(Data records)

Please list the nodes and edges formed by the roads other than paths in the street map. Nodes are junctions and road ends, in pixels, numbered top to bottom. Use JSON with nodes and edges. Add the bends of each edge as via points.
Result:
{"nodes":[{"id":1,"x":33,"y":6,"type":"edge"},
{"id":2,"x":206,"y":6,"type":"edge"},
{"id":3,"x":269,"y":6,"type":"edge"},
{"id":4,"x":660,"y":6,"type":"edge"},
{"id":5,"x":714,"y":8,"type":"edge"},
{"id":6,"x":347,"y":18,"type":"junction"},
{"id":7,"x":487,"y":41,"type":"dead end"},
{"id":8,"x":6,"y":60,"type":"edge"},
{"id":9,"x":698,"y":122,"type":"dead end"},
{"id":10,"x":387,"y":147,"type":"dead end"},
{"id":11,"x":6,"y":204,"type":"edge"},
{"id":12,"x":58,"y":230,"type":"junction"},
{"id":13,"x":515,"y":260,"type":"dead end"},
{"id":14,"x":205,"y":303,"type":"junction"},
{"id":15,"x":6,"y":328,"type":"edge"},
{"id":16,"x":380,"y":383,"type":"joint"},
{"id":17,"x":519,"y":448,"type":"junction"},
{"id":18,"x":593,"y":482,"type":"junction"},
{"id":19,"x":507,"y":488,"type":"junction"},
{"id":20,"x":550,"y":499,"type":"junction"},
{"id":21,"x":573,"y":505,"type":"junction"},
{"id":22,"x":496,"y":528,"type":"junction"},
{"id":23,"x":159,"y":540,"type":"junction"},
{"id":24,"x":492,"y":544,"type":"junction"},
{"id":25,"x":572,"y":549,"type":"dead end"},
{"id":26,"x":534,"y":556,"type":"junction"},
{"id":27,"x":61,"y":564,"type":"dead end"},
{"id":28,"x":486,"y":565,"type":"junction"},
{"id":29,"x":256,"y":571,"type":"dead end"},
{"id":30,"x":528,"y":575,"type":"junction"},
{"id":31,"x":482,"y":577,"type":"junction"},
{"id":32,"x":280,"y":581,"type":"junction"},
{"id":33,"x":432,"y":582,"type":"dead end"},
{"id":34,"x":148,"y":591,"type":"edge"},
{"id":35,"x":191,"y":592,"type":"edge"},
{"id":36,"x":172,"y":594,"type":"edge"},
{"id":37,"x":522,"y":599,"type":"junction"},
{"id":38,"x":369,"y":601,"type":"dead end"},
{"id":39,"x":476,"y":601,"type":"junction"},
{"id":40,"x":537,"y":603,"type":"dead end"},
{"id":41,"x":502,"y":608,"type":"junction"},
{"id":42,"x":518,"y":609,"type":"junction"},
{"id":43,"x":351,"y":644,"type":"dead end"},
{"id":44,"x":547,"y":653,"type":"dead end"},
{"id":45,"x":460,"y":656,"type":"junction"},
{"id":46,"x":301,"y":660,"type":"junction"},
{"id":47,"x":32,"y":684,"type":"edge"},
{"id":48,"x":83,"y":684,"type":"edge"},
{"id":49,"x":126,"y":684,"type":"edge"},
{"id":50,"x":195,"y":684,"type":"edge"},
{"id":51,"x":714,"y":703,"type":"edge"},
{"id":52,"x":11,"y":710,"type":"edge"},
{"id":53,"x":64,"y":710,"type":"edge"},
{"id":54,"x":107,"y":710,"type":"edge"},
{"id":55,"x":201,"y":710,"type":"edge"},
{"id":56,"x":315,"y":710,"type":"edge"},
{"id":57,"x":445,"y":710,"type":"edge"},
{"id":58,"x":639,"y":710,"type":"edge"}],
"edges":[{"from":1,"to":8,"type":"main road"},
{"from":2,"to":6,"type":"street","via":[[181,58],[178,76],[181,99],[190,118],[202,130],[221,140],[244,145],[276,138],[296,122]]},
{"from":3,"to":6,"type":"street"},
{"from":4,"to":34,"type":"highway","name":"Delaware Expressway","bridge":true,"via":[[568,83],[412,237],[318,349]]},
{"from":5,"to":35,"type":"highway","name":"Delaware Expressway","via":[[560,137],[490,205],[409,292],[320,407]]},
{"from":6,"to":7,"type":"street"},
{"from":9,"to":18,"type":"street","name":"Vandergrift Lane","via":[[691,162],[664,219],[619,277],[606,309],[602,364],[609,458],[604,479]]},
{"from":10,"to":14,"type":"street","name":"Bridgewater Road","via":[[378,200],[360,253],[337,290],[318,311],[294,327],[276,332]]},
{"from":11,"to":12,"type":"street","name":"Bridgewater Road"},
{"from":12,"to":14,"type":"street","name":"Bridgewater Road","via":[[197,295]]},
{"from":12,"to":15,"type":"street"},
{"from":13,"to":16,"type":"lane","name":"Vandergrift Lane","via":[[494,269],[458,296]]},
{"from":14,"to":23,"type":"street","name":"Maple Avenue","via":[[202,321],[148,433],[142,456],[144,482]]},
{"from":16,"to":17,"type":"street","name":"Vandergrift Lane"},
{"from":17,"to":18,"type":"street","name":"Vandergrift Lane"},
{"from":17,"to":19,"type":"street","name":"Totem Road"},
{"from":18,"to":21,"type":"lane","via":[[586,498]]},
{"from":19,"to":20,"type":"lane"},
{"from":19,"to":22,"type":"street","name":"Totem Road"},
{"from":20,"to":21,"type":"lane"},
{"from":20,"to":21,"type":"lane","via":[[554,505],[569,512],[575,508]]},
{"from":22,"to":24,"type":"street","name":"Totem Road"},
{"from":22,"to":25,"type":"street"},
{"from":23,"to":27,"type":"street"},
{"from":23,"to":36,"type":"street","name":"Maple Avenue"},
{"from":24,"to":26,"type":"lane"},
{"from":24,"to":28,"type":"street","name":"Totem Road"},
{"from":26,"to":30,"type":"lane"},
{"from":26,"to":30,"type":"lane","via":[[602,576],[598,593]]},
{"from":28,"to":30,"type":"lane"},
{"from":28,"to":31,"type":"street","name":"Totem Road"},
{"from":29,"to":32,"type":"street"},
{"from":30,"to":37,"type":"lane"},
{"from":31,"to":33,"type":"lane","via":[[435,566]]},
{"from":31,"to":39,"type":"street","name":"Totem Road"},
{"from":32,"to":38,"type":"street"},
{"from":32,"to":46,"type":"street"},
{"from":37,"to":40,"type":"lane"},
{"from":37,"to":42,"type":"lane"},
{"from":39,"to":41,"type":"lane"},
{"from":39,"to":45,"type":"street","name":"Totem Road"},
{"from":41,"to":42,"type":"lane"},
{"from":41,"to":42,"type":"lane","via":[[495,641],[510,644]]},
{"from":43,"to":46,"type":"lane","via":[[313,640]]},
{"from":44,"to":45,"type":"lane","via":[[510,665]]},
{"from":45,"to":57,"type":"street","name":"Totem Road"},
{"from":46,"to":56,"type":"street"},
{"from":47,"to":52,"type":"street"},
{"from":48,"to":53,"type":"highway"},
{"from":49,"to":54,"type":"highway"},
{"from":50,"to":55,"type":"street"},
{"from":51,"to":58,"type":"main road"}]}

(End Data records)

- _What is needed_: Filter the entries above and return only the lines holding "highway".

- _Expected answer_:
{"from":4,"to":34,"type":"highway","name":"Delaware Expressway","bridge":true,"via":[[568,83],[412,237],[318,349]]},
{"from":5,"to":35,"type":"highway","name":"Delaware Expressway","via":[[560,137],[490,205],[409,292],[320,407]]},
{"from":48,"to":53,"type":"highway"},
{"from":49,"to":54,"type":"highway"},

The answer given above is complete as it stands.